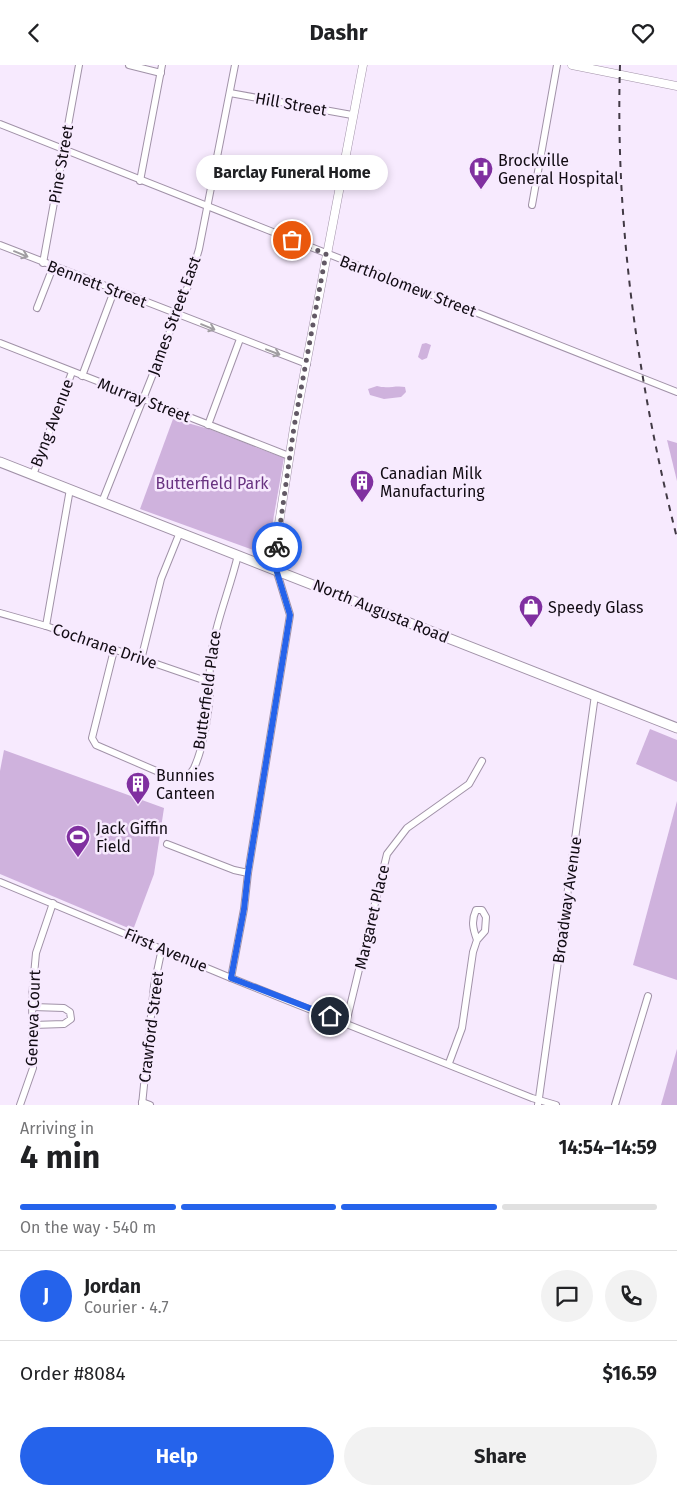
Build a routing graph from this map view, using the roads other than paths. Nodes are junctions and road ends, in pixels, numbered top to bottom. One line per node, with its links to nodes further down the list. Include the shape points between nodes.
1 (79, 65): 13 (street, Pine Street)
2 (129, 65): 8 (street)
3 (162, 65): 8 (street)
4 (235, 65): 10 (street, James Street East)
5 (363, 65): 11 (street)
6 (557, 65): 16 (street)
7 (572, 65): 9 (street)
8 (161, 73): 14 (street)
9 (677, 86)
10 (230, 93): 11 (street, Hill Street); 15 (street, James Street East)
11 (352, 115): 18 (street)
12 (0, 124): 13 (street, Bartholomew Street)
13 (64, 151): 14 (street, Bartholomew Street); 19 (street, Pine Street)
14 (140, 181): 15 (street, Bartholomew Street)
15 (207, 205): 18 (street, Bartholomew Street); 23 (street, James Street East, via 199,249)
16 (532, 205)
17 (0, 245): 19 (street, Bennett Street, one-way to 19)
18 (326, 254): 26 (street); 29 (street, Bartholomew Street)
19 (43, 263): 20 (street, Bennett Street)
20 (52, 267): 21 (street, Bennett Street); 22 (street)
21 (114, 291): 23 (street, Bennett Street); 28 (street, Byng Avenue)
22 (37, 308)
23 (177, 314): 24 (street, Bennett Street, one-way to 24); 30 (street, James Street East)
24 (240, 339): 26 (street, Bennett Street, one-way to 26); 31 (street)
25 (0, 343): 27 (street, Murray Street)
26 (307, 364): 32 (street)
27 (72, 371): 28 (street, Murray Street); 34 (street, Byng Avenue)
28 (82, 376): 30 (street, Murray Street)
29 (677, 392)
30 (143, 398): 31 (street, Murray Street); 36 (street, James Street East)
31 (208, 425): 32 (street, Murray Street)
32 (289, 456): 39 (street, via 277,537)
33 (0, 462): 34 (main road, North Augusta Road)
34 (32, 475): 35 (main road, North Augusta Road)
35 (70, 489): 36 (main road, North Augusta Road); 41 (street)
36 (102, 502): 37 (main road, North Augusta Road)
37 (180, 532): 38 (main road, North Augusta Road); 43 (street, via 161,579)
38 (238, 555): 39 (main road, North Augusta Road); 44 (street, Butterfield Place, via 218,618)
39 (276, 569): 45 (main road, North Augusta Road); 49 (street, via 290,615)
40 (0, 613): 41 (street, Cochrane Drive)
41 (46, 626): 42 (street, Cochrane Drive)
42 (114, 650): 43 (street, Cochrane Drive); 44 (street, Butterfield Place, via 92,737 104,750 168,776 178,779 194,769 210,691)
43 (141, 660): 44 (street, Cochrane Drive)
44 (209, 682)
45 (595, 695): 46 (main road, North Augusta Road); 60 (street, Broadway Avenue)
46 (677, 729)
47 (482, 761): 57 (street, Margaret Place, via 469,784 407,828 387,854)
48 (167, 844): 49 (street)
49 (248, 873): 54 (street)
50 (0, 882): 51 (street, First Avenue)
51 (53, 903): 53 (street, First Avenue); 56 (street, Geneva Court, via 36,953)
52 (477, 940): 59 (street, via 462,1028)
53 (162, 949): 54 (street, First Avenue); 61 (street, Crawford Street, via 154,986)
54 (231, 978): 57 (street, First Avenue)
55 (648, 996): 65 (street)
56 (33, 1007): 58 (street, Geneva Court); 58 (street, via 64,1007 70,1012 71,1019 64,1024)
57 (346, 1023): 59 (street, First Avenue)
58 (33, 1025): 62 (street, Geneva Court, via 33,1068)
59 (448, 1063): 60 (street, First Avenue)
60 (539, 1102): 64 (street, First Avenue)
61 (142, 1103): 63 (street)
62 (20, 1105)
63 (150, 1105)
64 (556, 1105)
65 (615, 1105)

++++++

§ **EXERCISE DESCRIPTION**: How many lines above contain the word "Drive"? Reply with only the number.

§ **ANSWER TO THE EXERCISE**: 4